Laying an impermeable clay or geomembrane (plastic) lining.
Draining and collecting the leachate, which can then be treated or safely stored.
Nuclear waste disposal and environmental geochemistry
Nuclear waste disposal
All of these options have their merits, but also have serious drawbacks.
Burial in an underground geological repository is probably the least problematic of the choices. An underground geological repository for nuclear waste would need to be:
In a tectonically stable area.
Within dry, impermeable rocks with a low water table.
Free from the effects of potential natural hazards.
Safe disposal of high level radioactive waste must meet the following criteria:
Isolation for at least 250,000 years.
Secure from accidental or deliberate entry.
Safe from natural disasters such as floods, hurricanes and earthquakes.
No chances of leakage into the surrounding environment.
Evaporites have been suggested as a suitable rock type, as salt is dry and a good conductor of heat.
Unfortunately, some hydrated evaporate minerals give out water when heated so pools of saline water could form.
These would corrode storage containers and allow leakage of the radioactive waste.
Nuclear waste is classified as low level, intermediate level, high level or transuranic waste.
Low level radioactive waste is usually disposed of in secure landfill sites.
High level and transuranic wastes emit high levels of radiation, are often thermally hot, and have long half-lives.
In the UK, high level waste is stored for at least 50 years, allowing it to 'cool' prior to solidification and disposal.
Best option is storage in dry, competent rocks such as granite or volcanic rocks.
Granite contains naturally high levels of radioactive elements making it less attractive.
Best choice would be burial in crystalline basement rocks below younger sedimentary cover rocks.
Suggested for disposal of nuclear waste from the Sellafield installation in Cumbria but has proved very unpopular amongst local people.
A number of possible nuclear waste disposal options have been proposed including:
Launching the waste into space in rockets.

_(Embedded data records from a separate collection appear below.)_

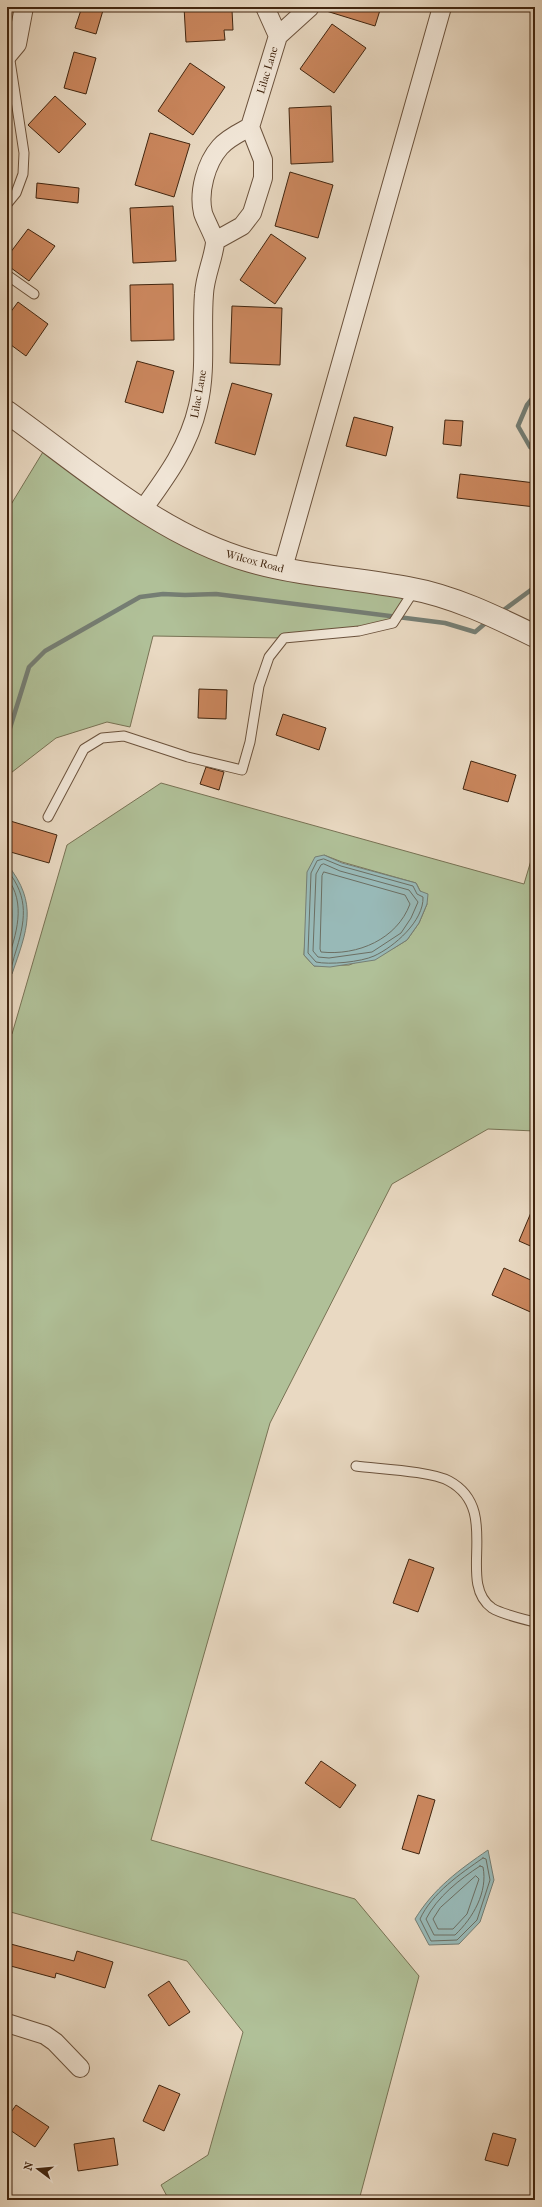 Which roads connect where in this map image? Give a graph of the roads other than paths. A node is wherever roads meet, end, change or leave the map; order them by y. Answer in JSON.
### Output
{"nodes":[{"id":1,"x":24,"y":7,"type":"edge"},
{"id":2,"x":265,"y":7,"type":"edge"},
{"id":3,"x":310,"y":7,"type":"edge"},
{"id":4,"x":442,"y":7,"type":"edge"},
{"id":5,"x":278,"y":36,"type":"junction"},
{"id":6,"x":8,"y":55,"type":"edge"},
{"id":7,"x":250,"y":127,"type":"junction"},
{"id":8,"x":7,"y":204,"type":"edge"},
{"id":9,"x":215,"y":241,"type":"junction"},
{"id":10,"x":7,"y":275,"type":"edge"},
{"id":11,"x":34,"y":294,"type":"dead end"},
{"id":12,"x":7,"y":412,"type":"edge"},
{"id":13,"x":143,"y":509,"type":"junction"},
{"id":14,"x":283,"y":568,"type":"junction"},
{"id":15,"x":415,"y":589,"type":"junction"},
{"id":16,"x":535,"y":636,"type":"edge"},
{"id":17,"x":48,"y":817,"type":"dead end"},
{"id":18,"x":356,"y":1466,"type":"dead end"},
{"id":19,"x":535,"y":1622,"type":"edge"},
{"id":20,"x":7,"y":2023,"type":"edge"},
{"id":21,"x":80,"y":2068,"type":"dead end"}],
"edges":[{"from":1,"to":6,"type":"street"},
{"from":2,"to":5,"type":"street","name":"Lilac Lane"},
{"from":3,"to":5,"type":"street","name":"Lilac Lane"},
{"from":4,"to":14,"type":"street"},
{"from":5,"to":7,"type":"street","name":"Lilac Lane"},
{"from":6,"to":8,"type":"lane"},
{"from":7,"to":9,"type":"street"},
{"from":7,"to":9,"type":"street"},
{"from":9,"to":13,"type":"street","name":"Lilac Lane"},
{"from":10,"to":11,"type":"lane"},
{"from":12,"to":13,"type":"street","name":"Wilcox Road"},
{"from":13,"to":14,"type":"street","name":"Wilcox Road"},
{"from":14,"to":15,"type":"street","name":"Wilcox Road"},
{"from":15,"to":16,"type":"street","name":"Wilcox Road"},
{"from":15,"to":17,"type":"lane"},
{"from":18,"to":19,"type":"lane"},
{"from":20,"to":21,"type":"street"}]}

Burying it in the sea floor sediments close to subduction zones.
Placing it in secure containers on the ice sheets of Greenland or Antarctica.
Burying it in an underground geological repository.
Radon gas pollution
One of the decay products of radioactive elements is radon gas.
Radon is also radioactive.
Radon gas that seeps from rocks and soils can build up to dangerous levels in houses, posing a serious health risk.
If inhaled into the lungs, alpha particles bombard and damage cells causing an increased risk of cancer.
Geochemical surveys have been used to highlight areas of the British Isles with high natural risk from radon pollution.
Limestone is a particular problem because leakage of radon is concentrated along fractures.
House-to-house surveys are carried out in high risk areas and the problem can usually be eliminated by improved ventilation in affected buildings
Heavy metal contamination of soils
Toxic, heavy metals can accumulate naturally in soils and as a result of human activities.
Number of pathways which heavy metal elements can enter the human body:
Can be present in surface and groundwater supplies.
Can be taken up by plants through their roots.
Can be present in plants and soil ingested by grazing animals.
If we then eat affected plants and animals, the heavy metals can enter our bodies.
Heavy metals are dangerous because they bio-accumulate.
This means their concentration in the body increases over time because they are not easily broken down or excreted.
British Geological Survey has been carrying out regional geochemical surveys both in the British Isles and abroad for over 40 years.
Aims to:
Identify areas of contaminated land.
Improve our understanding of the links between geology and health.
Study geochemical factors that affect habitats and biodiversity.
Allow sustainable development of natural resources and management of waste disposal.
In the UK, data gained from analysis of stream sediment samples taken every 1-2km2, supplemented by soil samples taken from urban areas.
The stream sediment and soil samples are analysed for 48 elements and the data is used to compile a series of geochemical atlases.